Work out how many lines of the listing hold "this" and return that number by itself.

◇ ◇ ◇

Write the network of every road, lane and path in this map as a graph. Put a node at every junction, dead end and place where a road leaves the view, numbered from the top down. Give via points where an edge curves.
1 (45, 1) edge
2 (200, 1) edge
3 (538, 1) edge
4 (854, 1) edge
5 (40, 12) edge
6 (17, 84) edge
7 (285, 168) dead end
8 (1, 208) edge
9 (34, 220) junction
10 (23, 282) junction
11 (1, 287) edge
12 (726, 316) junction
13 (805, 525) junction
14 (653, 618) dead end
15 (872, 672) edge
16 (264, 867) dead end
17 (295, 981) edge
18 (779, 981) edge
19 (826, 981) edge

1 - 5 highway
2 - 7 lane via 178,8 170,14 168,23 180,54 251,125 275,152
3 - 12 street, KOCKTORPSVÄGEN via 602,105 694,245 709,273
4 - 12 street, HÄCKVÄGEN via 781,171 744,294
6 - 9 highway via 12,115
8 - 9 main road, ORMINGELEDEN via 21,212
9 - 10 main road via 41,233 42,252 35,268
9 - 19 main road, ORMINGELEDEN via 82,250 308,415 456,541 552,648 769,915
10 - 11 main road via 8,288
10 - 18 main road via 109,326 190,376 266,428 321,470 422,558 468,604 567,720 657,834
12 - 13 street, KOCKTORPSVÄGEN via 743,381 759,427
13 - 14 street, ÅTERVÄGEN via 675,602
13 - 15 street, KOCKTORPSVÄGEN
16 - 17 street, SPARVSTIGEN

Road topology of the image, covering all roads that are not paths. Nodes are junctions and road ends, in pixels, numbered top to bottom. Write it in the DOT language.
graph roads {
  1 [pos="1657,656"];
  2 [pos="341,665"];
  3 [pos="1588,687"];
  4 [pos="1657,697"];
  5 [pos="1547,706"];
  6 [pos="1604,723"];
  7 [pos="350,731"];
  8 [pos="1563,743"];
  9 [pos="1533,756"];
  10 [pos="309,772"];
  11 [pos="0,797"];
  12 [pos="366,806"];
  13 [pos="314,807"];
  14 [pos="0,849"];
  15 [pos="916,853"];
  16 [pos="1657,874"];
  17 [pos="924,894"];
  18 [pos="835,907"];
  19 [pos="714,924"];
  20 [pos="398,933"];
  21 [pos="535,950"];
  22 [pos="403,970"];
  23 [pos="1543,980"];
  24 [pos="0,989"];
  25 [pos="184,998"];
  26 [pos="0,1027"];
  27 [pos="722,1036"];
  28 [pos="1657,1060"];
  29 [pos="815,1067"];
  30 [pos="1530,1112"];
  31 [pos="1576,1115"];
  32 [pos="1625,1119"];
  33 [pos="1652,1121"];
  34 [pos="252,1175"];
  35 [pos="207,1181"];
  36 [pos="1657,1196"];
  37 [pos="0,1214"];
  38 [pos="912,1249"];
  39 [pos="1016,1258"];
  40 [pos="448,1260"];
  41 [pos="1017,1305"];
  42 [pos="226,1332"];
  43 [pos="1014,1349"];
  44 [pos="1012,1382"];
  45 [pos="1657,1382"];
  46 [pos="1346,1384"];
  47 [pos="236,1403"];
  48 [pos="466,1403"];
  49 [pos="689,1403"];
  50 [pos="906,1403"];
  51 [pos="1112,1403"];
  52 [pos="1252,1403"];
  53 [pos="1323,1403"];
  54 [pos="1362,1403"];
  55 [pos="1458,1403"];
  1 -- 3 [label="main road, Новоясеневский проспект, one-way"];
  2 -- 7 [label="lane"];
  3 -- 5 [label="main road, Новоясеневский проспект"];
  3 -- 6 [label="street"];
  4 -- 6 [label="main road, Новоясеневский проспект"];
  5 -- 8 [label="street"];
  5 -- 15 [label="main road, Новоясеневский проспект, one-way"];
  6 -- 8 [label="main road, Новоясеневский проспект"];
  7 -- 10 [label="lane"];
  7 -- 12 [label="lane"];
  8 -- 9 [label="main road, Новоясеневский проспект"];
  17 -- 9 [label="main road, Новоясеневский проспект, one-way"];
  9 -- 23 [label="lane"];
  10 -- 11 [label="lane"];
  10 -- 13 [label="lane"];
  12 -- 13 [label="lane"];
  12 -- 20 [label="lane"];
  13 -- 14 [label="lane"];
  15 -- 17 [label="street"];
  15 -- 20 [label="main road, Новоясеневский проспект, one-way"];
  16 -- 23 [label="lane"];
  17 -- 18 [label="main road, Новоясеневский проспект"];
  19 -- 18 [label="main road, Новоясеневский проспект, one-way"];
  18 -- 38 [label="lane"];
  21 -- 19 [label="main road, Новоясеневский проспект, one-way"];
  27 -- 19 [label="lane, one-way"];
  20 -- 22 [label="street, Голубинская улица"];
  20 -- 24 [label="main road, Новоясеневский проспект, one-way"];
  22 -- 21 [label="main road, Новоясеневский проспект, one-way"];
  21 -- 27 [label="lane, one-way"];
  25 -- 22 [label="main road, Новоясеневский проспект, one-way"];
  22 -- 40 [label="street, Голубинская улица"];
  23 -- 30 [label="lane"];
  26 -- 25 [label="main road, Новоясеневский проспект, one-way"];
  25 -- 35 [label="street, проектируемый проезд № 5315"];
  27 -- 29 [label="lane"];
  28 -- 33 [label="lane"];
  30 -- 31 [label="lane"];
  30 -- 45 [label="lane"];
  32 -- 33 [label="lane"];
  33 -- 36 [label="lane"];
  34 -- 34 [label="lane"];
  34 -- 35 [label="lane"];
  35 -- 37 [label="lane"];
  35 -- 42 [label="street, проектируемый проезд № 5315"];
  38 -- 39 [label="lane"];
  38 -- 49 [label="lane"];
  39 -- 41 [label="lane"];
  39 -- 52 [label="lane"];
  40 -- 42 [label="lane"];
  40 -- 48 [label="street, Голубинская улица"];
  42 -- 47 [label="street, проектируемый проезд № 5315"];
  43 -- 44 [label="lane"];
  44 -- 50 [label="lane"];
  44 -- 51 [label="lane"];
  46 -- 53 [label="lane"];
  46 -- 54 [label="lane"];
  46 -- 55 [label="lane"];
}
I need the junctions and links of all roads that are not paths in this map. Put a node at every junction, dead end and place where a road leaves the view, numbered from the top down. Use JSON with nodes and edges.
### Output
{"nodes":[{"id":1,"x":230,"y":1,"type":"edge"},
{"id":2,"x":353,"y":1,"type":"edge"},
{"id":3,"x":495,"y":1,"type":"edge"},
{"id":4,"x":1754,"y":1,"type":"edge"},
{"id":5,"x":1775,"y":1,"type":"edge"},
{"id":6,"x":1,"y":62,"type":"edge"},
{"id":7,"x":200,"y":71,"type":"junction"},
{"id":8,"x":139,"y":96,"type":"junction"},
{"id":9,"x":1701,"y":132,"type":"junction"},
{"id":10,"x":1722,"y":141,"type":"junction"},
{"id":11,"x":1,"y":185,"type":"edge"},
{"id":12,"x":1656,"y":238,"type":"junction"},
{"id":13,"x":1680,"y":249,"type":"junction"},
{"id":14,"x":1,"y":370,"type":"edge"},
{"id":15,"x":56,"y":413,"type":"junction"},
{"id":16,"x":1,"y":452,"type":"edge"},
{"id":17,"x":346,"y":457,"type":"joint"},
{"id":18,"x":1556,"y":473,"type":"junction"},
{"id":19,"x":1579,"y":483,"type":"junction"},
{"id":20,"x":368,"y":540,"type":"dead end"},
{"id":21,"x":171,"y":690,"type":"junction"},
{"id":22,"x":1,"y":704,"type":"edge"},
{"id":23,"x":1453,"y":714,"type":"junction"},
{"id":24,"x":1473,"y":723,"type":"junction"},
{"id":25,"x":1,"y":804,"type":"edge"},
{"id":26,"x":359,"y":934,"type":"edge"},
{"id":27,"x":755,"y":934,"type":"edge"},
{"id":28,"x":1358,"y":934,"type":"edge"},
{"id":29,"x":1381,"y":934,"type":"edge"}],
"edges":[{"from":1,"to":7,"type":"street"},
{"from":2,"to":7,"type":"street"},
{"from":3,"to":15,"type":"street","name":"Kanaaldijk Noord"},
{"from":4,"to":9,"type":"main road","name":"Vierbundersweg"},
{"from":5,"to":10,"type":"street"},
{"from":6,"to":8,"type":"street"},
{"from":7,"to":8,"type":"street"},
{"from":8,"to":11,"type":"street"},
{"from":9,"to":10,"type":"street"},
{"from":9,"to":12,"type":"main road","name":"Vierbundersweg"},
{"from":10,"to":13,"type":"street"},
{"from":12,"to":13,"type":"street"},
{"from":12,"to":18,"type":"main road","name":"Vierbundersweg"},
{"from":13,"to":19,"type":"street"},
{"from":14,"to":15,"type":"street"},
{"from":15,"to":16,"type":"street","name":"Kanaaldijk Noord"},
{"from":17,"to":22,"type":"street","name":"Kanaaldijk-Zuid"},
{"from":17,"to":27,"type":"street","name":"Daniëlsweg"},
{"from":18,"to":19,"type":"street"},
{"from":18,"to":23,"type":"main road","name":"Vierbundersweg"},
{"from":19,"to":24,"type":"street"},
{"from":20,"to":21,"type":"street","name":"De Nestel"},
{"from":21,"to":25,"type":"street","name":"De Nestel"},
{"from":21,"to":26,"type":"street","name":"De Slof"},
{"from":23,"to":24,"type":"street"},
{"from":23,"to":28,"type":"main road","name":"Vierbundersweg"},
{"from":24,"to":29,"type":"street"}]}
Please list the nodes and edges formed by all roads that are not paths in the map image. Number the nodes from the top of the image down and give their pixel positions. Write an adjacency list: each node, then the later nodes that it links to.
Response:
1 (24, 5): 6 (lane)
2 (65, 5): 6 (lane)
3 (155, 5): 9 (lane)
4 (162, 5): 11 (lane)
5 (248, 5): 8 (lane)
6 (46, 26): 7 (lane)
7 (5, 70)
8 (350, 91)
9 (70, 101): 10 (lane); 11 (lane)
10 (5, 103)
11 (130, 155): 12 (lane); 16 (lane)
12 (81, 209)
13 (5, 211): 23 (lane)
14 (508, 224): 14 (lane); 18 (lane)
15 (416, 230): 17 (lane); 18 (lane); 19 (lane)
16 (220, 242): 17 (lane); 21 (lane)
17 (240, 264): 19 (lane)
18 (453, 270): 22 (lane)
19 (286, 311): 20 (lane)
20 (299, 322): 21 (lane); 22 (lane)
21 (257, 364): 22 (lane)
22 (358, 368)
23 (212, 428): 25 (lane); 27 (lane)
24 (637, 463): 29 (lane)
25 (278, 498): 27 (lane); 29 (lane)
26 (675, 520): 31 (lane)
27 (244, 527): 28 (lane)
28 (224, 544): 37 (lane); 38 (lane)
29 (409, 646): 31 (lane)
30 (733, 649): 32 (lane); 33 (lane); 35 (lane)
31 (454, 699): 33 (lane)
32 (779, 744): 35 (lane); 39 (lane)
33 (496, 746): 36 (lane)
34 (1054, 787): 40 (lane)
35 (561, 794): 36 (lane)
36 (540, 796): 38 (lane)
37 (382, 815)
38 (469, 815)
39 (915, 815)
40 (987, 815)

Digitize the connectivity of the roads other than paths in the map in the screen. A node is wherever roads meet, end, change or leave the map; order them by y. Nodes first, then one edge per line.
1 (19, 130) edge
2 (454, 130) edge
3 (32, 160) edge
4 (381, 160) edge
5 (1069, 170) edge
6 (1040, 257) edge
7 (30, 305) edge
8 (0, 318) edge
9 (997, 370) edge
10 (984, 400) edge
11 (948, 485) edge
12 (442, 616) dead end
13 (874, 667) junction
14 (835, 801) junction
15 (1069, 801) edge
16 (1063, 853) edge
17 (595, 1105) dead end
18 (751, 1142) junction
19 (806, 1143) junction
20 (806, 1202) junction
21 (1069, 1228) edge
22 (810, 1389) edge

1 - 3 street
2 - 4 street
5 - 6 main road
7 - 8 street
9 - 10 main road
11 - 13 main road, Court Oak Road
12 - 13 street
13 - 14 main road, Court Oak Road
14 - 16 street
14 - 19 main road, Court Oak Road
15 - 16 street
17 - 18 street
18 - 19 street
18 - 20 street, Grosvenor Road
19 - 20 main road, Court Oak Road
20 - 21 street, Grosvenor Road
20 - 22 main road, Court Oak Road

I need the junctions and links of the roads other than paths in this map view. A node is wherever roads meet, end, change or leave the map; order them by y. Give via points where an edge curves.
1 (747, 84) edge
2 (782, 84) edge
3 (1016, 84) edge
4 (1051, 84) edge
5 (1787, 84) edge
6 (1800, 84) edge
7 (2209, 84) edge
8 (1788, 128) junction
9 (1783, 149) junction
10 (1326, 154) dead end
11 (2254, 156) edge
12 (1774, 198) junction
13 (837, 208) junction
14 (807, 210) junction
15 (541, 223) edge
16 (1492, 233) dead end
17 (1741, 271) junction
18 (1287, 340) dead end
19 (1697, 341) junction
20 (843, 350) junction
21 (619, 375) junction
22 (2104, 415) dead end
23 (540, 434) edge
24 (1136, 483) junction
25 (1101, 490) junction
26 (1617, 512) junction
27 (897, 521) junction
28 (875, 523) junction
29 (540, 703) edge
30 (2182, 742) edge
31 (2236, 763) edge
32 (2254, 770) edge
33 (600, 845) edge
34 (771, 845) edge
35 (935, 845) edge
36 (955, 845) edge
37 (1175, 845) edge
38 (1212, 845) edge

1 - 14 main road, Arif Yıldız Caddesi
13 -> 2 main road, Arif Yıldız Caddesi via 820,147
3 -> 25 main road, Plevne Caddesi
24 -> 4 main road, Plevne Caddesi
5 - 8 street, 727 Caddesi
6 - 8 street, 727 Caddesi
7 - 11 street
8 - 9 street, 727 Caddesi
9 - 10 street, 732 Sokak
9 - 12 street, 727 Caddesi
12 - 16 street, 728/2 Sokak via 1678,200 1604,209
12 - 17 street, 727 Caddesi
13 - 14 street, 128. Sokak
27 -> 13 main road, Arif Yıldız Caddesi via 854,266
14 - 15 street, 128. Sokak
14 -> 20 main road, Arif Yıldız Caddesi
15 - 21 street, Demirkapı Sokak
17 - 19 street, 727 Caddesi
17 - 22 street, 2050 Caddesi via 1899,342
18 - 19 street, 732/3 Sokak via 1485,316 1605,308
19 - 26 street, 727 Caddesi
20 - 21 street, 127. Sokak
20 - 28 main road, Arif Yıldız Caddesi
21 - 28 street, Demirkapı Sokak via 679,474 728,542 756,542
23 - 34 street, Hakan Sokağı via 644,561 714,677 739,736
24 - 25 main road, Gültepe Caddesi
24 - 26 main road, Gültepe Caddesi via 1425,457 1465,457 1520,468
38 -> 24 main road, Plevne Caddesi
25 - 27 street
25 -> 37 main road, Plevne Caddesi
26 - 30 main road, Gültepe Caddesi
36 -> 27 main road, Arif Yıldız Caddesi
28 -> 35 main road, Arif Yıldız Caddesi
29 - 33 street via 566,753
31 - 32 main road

◇ ◇ ◇

**Your solution**
3